On Saturday, at least 25 inmates, who are accused of having affiliations with the ISIS extremist group reportedly escaped from a prison in the Turkish military-controlled city of Ras al-Ain, located in northeastern Syria.
The escaped detainees comprise individuals from Iraq, Syria, Saudi Arabia, and Kuwait.
According to local sources in the rural area of Al-Hasakah, a total of 25 inmates, all alleged members of the ISIS organization, have successfully escaped the confines of a prison under the control of the so-called “Military Police”.
This group is a faction of the Turkmen brigades, which are under the jurisdiction of the Turkish military, situated in the city of Ras al-Ain, in the northern part of Al-Hasakah province.
The sources further specified that among the escapees are ten Iraqis, one Saudi Arabian, one Kuwaiti, and thirteen Syrians, all originally from cities in the eastern part of Syria.
These individuals were apprehended during a security operation conducted by the Turkmen brigades at the tail end of the previous year and the start of this one.

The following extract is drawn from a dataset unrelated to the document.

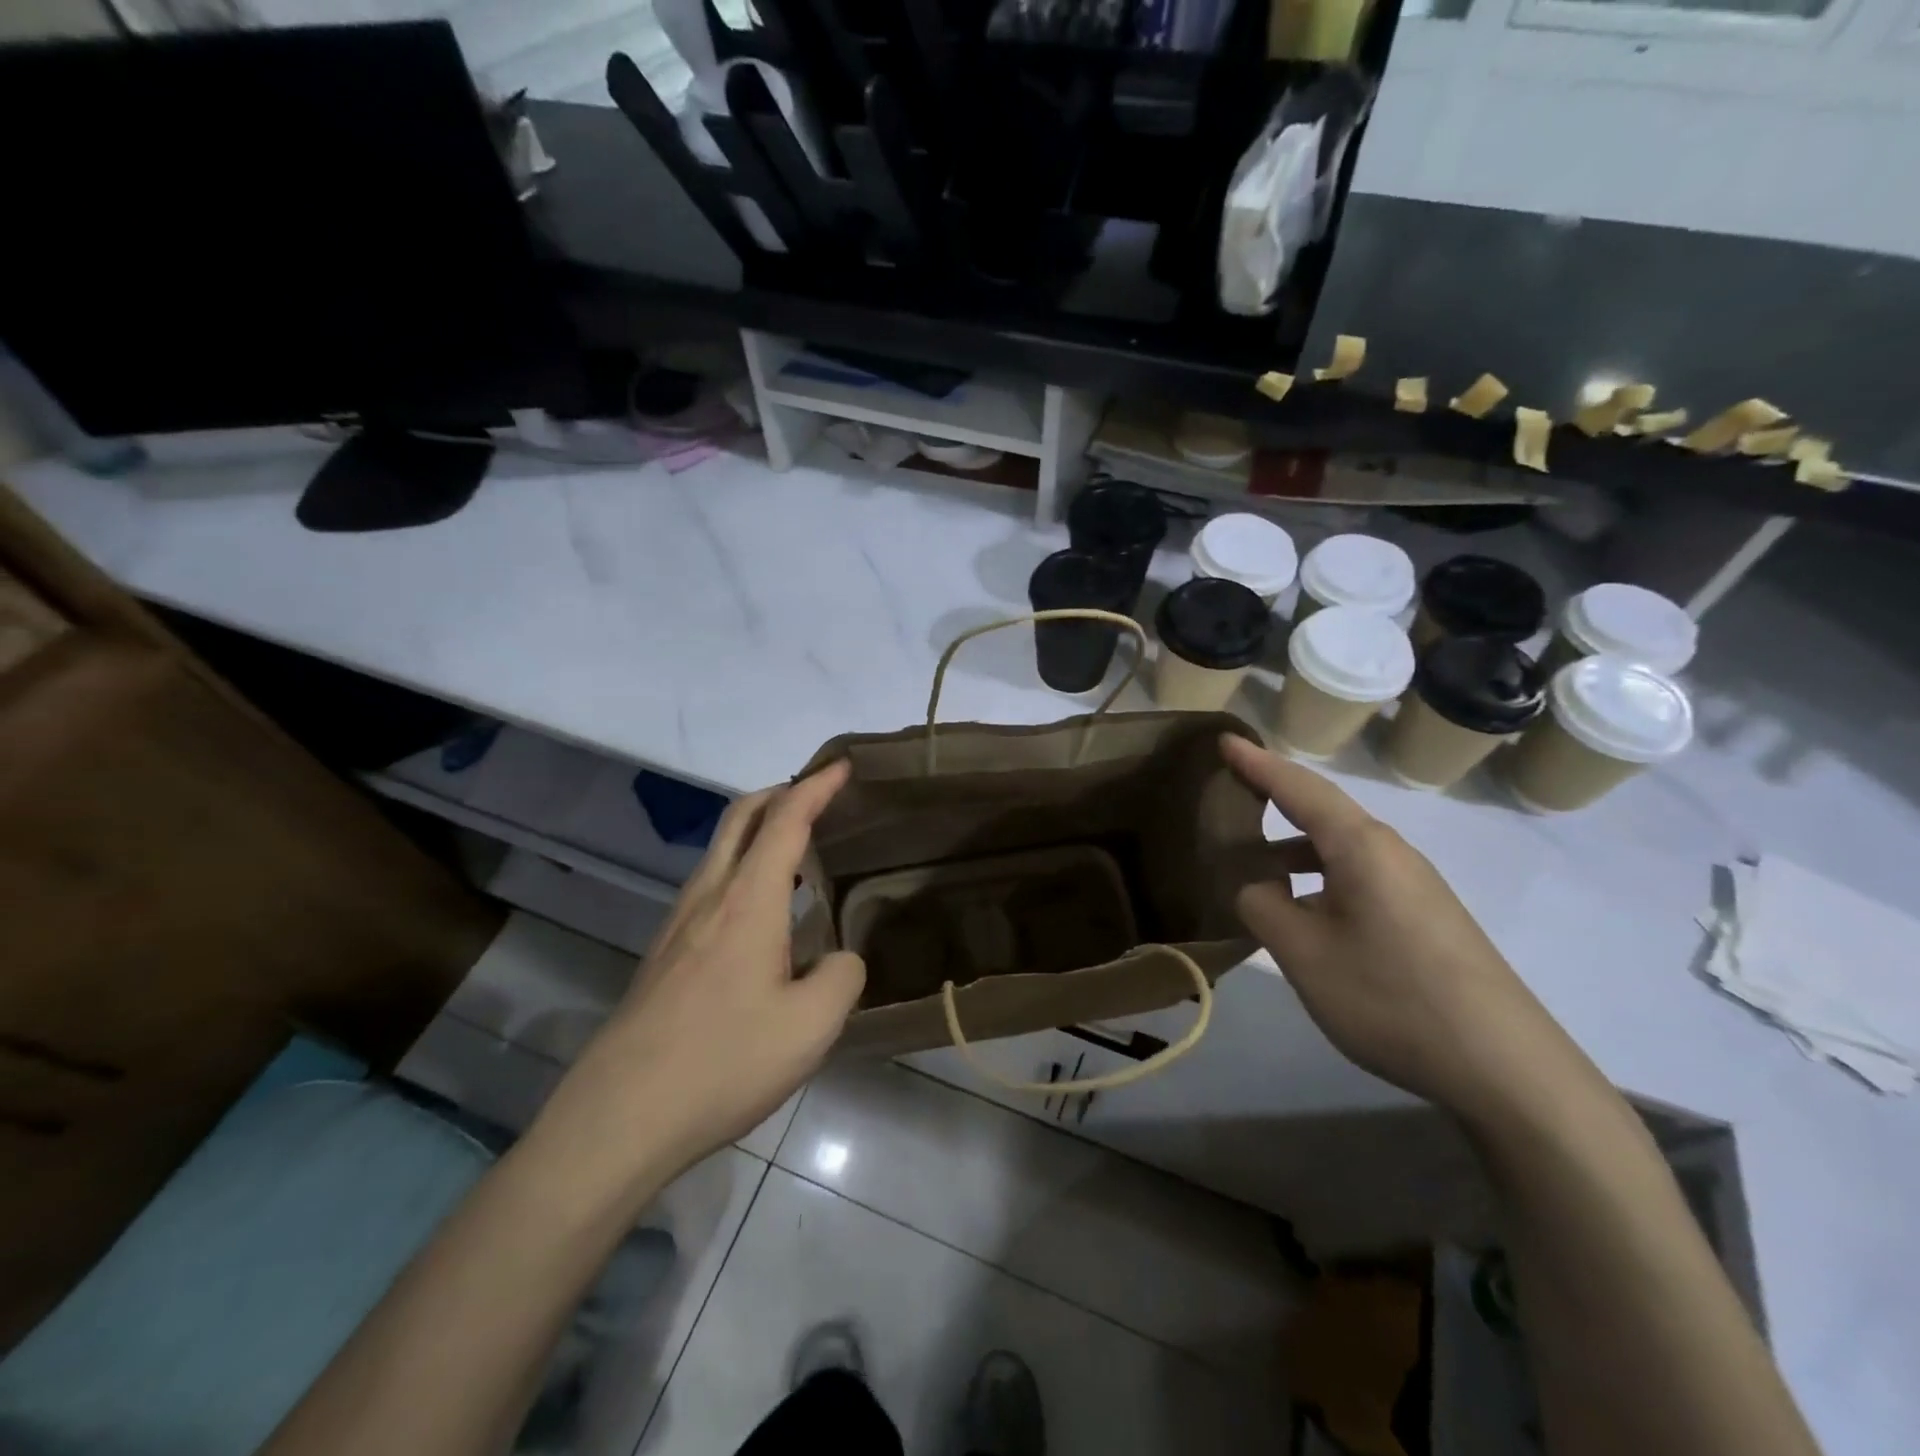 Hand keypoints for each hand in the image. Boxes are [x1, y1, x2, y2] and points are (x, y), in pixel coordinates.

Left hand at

The sources were, as of now, unable to definitively ascertain the escapees’ destination, although it is highly likely they headed towards the Turkish territories that border the city.
This incident occurred mere hours after approximately 40 families, believed to be associated with ISIS, and containing women and children, left Ras al-Ain in Al-Hasakah countryside and Tal Abyad in Al-Raqqa countryside.
These areas are currently under the control of the Turkish military. The families reportedly moved deeper into Turkish territories, utilizing the border crossing at Ras al-Ain.
Local sources reported that these families, all of whom hold Iraqi citizenship, were handed over to the Turkish consulate after entering Turkish territories. The consulate subsequently transferred them to the Iraqi government in a process indicating coordination between the two entities.